Dans un tout autre registre de commémoration, nous avons célébré les 60 ans du Traité de Rome. Celui-ci a marqué la création du processus de construction de l’Europe, suite à l’échec de la communauté européenne de la défense (CED). A l’heure où le projet européen est menacé et les eurosceptiques de plus en plus nombreux, cette commémoration a été entourée d’une certaine amertume, comme si l’intuition première et les idéaux s’étaient évaporés avec le temps.
Notre monde vit une profonde contradiction. D’un côté, le rejet du passé – plus jamais cela! – découle de l’espérance d’un progrès. D’un autre côté, la conviction d’un manque d’avenir – à l’image du projet européen – procède inversement d’un refus du progrès.
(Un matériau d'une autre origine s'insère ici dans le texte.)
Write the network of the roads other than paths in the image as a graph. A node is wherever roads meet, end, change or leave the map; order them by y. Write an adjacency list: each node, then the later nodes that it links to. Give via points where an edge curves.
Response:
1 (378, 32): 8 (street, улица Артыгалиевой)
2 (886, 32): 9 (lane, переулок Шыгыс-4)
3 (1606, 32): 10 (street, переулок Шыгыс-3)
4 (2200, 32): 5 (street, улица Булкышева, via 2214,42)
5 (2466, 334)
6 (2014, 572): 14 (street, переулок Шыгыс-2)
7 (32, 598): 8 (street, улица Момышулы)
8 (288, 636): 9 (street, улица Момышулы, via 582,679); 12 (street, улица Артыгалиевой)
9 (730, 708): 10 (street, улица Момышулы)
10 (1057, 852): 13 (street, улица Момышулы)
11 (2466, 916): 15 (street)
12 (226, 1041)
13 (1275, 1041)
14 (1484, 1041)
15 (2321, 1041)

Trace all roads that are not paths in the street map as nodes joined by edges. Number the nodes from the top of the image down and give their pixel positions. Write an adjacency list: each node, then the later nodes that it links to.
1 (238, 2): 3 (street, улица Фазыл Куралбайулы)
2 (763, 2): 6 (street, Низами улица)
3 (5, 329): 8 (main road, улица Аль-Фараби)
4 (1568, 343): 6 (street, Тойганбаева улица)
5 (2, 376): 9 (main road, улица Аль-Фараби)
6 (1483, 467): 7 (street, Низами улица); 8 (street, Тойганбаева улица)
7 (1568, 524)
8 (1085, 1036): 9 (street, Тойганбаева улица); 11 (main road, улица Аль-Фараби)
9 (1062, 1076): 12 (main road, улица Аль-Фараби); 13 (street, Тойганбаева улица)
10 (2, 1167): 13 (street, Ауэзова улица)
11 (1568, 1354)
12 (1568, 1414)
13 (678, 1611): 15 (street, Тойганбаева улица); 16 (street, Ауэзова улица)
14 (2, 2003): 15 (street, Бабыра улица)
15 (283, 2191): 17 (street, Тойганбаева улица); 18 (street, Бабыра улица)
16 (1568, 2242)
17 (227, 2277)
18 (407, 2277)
Ne sommes-nous pas en train d’entrer dans une vision du temps davantage cyclique? L’éternel retour des épreuves?
Et voilà que l’Evangile ouvre une brèche en ce temps de Carême. En effet, la parole « Lazare est mort! » précède « Déliez-le et laissez-le aller. » C’est comme si notre monde devait se délier d’un passé toujours ressassé pour oser croire un temps orienté. Un avenir délié est possible. Un meilleur vivre ensemble est possible pour celui qui y croit. Voilà pourquoi notre culture occidentale a un rapport complexe à la nouveauté. Au lieu de faire mémoire, elle ressasse souvent le passé par incapacité à ouvrir un futur. L’histoire de Lazare nous invite à ne pas faire resurgir le passé. Elle introduit une rupture. Elle fait un deuil, certes, mais permet une ouverture, un avenir délié.